--- REQUIRED WORK ---
Lines to return, exactly: from the line with "I am building" to the line with "Instruction: What data" in the entries below, both included.

BEGIN

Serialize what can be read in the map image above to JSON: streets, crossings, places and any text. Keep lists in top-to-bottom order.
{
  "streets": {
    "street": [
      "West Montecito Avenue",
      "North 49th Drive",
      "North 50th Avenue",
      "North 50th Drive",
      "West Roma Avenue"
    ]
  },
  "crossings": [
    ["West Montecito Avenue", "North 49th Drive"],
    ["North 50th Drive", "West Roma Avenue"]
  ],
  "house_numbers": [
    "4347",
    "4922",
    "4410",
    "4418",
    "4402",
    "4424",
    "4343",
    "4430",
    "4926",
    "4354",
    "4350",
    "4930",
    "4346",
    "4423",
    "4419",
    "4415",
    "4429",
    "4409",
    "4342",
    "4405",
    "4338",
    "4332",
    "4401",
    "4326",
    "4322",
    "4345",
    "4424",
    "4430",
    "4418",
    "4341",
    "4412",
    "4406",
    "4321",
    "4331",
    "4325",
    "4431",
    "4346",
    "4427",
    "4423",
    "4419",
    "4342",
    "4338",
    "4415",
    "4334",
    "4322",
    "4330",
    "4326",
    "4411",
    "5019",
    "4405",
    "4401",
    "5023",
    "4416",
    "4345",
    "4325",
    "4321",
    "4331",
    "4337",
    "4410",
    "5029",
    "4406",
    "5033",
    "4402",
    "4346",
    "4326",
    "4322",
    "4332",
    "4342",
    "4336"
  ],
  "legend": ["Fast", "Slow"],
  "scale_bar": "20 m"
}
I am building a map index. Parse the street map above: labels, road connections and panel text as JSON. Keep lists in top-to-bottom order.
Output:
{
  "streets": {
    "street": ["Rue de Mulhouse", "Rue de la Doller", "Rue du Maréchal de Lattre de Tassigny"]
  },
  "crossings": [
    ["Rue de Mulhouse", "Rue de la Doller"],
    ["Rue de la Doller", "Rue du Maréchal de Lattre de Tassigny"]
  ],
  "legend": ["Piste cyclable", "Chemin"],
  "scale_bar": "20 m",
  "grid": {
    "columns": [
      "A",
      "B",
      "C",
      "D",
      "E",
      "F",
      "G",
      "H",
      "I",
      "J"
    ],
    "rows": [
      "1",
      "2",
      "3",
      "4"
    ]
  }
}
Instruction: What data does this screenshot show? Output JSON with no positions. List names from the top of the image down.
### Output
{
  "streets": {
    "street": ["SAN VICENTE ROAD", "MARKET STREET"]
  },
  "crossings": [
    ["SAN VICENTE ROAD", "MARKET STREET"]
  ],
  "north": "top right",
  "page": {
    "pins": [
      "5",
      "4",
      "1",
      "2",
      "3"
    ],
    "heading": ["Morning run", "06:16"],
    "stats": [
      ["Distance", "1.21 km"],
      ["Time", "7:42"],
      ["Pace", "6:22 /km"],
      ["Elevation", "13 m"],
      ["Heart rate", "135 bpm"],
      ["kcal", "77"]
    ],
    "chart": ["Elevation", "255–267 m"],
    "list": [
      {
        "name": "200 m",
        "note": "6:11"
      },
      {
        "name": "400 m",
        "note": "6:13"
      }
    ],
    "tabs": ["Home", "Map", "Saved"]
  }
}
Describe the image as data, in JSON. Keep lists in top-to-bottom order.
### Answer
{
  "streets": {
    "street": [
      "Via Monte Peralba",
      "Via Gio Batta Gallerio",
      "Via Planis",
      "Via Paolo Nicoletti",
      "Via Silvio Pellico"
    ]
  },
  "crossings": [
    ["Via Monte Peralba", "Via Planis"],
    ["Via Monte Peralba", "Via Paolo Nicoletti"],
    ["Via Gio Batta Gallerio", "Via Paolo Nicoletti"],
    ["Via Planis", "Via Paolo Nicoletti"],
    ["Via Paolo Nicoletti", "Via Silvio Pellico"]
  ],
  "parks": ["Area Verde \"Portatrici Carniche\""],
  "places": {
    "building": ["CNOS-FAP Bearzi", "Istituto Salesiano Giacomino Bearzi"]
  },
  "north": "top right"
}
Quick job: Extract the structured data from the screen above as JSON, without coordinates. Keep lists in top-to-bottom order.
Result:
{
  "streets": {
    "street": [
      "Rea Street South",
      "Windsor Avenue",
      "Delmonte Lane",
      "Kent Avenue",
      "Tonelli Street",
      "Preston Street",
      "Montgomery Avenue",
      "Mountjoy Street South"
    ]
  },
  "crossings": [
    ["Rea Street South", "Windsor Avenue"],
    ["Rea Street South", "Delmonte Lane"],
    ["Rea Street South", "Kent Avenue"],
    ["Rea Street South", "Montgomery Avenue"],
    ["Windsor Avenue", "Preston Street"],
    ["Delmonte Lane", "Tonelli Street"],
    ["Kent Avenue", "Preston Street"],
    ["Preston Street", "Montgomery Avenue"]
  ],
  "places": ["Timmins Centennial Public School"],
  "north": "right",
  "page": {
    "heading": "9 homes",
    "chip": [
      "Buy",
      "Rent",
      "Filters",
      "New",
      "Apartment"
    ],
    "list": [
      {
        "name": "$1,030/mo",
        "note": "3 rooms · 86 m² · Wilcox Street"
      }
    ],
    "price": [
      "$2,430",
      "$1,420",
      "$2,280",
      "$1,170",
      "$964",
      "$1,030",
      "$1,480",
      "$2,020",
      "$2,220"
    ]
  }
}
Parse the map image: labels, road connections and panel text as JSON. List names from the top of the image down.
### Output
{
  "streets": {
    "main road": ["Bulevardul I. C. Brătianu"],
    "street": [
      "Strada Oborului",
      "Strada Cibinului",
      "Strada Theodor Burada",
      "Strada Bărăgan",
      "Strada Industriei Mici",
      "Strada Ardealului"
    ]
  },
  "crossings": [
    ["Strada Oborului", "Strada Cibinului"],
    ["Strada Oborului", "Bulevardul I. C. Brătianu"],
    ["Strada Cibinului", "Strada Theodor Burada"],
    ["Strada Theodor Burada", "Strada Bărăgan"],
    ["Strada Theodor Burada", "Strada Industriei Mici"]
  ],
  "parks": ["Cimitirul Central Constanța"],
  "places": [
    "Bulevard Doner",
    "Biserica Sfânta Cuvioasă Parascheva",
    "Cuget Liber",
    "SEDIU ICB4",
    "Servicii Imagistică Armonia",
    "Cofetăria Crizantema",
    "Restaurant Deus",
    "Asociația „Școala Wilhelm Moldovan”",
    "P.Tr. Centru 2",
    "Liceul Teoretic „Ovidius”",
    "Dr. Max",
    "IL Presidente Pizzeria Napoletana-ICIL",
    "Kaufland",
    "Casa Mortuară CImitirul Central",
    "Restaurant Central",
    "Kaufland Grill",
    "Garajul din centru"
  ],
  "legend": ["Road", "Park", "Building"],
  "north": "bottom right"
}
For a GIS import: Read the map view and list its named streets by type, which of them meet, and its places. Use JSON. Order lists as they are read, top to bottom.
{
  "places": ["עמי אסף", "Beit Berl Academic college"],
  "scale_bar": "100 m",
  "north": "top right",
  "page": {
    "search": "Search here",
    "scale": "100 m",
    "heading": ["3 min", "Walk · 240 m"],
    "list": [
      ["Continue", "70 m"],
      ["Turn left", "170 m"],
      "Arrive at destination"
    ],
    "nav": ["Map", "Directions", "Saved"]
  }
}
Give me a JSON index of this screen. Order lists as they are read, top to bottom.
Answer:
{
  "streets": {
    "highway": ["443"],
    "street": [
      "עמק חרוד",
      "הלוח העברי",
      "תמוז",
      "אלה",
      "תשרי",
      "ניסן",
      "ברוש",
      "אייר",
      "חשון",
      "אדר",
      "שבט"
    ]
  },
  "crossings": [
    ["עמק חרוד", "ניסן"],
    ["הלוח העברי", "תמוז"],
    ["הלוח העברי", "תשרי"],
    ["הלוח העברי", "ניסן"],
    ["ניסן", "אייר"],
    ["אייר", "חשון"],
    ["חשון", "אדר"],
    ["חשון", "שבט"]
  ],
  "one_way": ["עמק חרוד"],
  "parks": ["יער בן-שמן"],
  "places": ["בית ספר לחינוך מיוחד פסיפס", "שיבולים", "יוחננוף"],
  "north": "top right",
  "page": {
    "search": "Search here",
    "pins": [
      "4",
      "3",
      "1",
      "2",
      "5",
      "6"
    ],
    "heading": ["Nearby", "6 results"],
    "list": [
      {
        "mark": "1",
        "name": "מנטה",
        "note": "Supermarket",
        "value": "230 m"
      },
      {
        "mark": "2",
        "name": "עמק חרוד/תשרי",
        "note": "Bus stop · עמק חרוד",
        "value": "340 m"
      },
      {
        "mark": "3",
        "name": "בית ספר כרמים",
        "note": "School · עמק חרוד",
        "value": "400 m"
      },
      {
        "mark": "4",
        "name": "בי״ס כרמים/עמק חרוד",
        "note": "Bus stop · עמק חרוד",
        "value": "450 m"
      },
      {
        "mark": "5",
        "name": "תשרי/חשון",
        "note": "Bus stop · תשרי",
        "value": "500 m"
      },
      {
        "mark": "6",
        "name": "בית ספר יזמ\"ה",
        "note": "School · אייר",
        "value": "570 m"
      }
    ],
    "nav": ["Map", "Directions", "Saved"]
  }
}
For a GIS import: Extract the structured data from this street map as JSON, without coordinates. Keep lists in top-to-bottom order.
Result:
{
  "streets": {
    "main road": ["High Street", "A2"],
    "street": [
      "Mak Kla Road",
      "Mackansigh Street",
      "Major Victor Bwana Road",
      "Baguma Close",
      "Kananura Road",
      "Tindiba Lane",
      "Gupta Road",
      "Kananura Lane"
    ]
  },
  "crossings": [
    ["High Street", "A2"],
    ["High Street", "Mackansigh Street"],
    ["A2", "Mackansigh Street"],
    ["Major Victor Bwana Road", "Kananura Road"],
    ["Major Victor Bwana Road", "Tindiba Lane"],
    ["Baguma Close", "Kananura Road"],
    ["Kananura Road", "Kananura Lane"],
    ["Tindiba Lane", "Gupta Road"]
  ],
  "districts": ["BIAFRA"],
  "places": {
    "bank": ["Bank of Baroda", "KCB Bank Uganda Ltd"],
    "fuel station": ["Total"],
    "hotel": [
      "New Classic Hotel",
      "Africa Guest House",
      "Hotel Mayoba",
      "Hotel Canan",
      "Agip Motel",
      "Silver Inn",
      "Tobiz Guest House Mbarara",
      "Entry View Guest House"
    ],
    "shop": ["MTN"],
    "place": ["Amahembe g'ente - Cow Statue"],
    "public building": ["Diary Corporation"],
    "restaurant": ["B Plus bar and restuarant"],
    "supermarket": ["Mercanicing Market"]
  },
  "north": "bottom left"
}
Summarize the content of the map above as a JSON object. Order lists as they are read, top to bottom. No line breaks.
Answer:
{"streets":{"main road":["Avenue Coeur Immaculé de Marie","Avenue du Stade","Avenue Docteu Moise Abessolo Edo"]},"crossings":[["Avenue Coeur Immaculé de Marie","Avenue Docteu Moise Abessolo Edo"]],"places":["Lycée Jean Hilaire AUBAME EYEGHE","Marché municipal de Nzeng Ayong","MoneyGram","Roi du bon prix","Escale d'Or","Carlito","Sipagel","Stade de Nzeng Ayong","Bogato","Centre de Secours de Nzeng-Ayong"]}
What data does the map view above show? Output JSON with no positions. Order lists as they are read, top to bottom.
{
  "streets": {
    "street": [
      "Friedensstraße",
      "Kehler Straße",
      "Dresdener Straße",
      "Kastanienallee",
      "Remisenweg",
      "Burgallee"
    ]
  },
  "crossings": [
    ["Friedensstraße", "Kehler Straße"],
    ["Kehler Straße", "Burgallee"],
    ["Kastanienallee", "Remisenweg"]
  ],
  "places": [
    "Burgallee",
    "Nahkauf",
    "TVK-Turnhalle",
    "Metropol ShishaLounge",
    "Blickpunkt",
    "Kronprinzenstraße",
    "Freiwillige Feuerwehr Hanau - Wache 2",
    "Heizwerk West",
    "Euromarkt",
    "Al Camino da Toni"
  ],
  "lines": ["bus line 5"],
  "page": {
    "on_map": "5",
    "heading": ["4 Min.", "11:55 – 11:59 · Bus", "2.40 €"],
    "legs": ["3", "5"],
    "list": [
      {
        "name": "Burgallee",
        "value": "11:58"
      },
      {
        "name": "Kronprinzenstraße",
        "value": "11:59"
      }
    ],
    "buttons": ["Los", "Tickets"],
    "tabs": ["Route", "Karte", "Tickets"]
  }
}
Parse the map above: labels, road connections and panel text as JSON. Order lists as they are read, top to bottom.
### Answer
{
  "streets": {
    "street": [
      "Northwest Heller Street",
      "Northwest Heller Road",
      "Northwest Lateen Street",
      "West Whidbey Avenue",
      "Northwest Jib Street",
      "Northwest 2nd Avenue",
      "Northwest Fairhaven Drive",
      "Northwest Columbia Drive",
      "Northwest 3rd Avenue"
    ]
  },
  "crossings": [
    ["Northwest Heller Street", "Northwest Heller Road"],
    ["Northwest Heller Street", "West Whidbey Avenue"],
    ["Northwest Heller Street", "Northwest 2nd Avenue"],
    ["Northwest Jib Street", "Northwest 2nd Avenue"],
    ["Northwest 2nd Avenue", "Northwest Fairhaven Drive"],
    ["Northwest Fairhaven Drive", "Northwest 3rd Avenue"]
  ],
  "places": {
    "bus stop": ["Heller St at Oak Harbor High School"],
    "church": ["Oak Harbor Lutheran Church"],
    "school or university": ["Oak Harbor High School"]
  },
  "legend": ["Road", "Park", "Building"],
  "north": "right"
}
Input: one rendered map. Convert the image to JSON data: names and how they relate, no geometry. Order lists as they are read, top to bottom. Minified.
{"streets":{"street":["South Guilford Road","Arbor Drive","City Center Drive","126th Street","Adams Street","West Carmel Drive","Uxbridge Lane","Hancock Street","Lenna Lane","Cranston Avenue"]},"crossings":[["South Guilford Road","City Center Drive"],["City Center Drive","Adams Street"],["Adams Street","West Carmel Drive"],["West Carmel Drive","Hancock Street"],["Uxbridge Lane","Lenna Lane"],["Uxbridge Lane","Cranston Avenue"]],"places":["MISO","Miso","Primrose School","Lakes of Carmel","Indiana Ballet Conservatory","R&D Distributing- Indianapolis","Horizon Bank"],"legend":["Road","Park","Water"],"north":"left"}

END

--- ANSWER FOR THE TASK ---
I am building a map index. Parse the street map above: labels, road connections and panel text as JSON. Keep lists in top-to-bottom order.
Output:
{
  "streets": {
    "street": ["Rue de Mulhouse", "Rue de la Doller", "Rue du Maréchal de Lattre de Tassigny"]
  },
  "crossings": [
    ["Rue de Mulhouse", "Rue de la Doller"],
    ["Rue de la Doller", "Rue du Maréchal de Lattre de Tassigny"]
  ],
  "legend": ["Piste cyclable", "Chemin"],
  "scale_bar": "20 m",
  "grid": {
    "columns": [
      "A",
      "B",
      "C",
      "D",
      "E",
      "F",
      "G",
      "H",
      "I",
      "J"
    ],
    "rows": [
      "1",
      "2",
      "3",
      "4"
    ]
  }
}
Instruction: What data does this screenshot show? Output JSON with no positions. List names from the top of the image down.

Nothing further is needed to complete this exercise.